To do = All lines of the records below that contain the word "Road" must be listed.

Material for the task =
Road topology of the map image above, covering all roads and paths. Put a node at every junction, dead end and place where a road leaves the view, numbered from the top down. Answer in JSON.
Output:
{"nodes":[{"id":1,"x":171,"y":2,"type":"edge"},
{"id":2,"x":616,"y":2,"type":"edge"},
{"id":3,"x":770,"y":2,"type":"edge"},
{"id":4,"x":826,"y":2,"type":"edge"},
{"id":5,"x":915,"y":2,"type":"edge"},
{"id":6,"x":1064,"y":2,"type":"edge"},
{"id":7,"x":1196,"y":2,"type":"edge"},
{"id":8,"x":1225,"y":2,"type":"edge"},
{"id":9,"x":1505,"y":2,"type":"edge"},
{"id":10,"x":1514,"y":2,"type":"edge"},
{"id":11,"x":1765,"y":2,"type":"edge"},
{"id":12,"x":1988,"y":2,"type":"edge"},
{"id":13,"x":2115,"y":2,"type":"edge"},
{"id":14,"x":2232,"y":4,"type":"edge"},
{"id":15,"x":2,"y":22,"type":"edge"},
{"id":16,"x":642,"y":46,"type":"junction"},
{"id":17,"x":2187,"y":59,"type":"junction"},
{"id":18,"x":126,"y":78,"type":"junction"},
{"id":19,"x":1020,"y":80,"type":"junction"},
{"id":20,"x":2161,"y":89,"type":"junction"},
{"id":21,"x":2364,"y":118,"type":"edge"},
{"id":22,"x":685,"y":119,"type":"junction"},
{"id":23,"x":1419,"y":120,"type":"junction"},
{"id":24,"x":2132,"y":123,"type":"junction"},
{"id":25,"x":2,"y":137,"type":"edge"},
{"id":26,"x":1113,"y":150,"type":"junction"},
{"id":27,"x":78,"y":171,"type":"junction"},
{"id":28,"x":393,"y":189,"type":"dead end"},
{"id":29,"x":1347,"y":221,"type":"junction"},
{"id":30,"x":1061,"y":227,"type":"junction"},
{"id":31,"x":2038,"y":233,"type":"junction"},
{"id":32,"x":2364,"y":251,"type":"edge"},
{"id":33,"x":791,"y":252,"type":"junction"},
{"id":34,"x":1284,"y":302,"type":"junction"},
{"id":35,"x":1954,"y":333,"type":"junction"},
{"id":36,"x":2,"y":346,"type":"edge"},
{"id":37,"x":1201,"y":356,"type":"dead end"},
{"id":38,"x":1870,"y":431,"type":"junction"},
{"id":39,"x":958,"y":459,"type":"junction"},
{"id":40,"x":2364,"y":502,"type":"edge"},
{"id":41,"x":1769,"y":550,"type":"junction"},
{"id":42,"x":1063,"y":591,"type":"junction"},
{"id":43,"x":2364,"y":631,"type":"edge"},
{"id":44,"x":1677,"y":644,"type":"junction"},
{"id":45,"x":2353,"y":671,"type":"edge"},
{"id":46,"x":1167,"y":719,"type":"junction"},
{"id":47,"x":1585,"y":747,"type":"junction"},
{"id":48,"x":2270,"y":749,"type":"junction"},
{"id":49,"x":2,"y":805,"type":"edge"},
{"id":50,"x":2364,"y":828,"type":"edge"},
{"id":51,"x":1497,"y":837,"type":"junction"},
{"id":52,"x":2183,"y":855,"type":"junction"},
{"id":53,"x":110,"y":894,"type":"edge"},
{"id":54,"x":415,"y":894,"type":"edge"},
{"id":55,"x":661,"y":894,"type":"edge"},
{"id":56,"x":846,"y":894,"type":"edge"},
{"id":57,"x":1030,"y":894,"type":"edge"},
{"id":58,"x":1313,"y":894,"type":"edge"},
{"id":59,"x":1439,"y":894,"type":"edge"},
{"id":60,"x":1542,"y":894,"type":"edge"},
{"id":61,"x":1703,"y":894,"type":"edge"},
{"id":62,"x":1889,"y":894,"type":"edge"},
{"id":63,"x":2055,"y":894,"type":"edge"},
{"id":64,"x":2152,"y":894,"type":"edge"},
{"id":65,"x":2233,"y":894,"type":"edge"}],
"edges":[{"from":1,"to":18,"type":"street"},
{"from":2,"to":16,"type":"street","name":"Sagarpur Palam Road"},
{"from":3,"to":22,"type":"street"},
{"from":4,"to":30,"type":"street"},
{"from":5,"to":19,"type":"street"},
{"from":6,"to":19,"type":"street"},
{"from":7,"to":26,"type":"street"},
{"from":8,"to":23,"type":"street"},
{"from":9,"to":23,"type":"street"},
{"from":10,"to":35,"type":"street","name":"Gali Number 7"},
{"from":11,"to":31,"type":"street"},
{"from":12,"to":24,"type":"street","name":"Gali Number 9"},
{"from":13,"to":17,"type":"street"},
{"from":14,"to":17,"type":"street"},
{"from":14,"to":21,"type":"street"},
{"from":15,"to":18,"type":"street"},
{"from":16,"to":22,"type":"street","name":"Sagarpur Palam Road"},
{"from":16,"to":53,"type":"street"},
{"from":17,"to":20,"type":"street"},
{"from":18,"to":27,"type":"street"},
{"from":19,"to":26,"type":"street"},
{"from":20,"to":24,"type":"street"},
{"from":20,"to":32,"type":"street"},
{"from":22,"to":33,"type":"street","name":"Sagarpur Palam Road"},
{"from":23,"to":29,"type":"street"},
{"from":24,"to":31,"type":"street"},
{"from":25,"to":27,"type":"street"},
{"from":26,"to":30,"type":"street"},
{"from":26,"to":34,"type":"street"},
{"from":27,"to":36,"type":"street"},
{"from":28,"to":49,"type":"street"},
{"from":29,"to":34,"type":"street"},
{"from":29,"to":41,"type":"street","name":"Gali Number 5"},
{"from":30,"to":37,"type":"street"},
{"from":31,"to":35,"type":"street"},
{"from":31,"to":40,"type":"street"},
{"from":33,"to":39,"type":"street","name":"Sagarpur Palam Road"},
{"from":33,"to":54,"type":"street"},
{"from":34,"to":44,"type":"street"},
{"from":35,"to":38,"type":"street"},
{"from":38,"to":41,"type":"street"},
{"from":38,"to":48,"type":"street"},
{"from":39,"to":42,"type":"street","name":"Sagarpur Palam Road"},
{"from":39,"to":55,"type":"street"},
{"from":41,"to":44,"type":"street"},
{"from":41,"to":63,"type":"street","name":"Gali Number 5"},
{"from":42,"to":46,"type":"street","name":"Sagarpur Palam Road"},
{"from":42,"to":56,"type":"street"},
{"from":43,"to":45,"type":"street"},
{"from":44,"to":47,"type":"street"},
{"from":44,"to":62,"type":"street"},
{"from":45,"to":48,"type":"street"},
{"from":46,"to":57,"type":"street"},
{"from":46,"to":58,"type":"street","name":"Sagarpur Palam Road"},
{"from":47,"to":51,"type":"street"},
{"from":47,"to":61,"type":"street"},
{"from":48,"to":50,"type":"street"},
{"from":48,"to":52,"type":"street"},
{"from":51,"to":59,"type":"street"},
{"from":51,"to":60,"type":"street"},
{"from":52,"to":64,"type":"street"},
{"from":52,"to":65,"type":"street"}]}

Output for this exercise =
Road topology of the map image above, covering all roads and paths. Put a node at every junction, dead end and place where a road leaves the view, numbered from the top down. Answer in JSON.
{"from":2,"to":16,"type":"street","name":"Sagarpur Palam Road"},
{"from":16,"to":22,"type":"street","name":"Sagarpur Palam Road"},
{"from":22,"to":33,"type":"street","name":"Sagarpur Palam Road"},
{"from":33,"to":39,"type":"street","name":"Sagarpur Palam Road"},
{"from":39,"to":42,"type":"street","name":"Sagarpur Palam Road"},
{"from":42,"to":46,"type":"street","name":"Sagarpur Palam Road"},
{"from":46,"to":58,"type":"street","name":"Sagarpur Palam Road"},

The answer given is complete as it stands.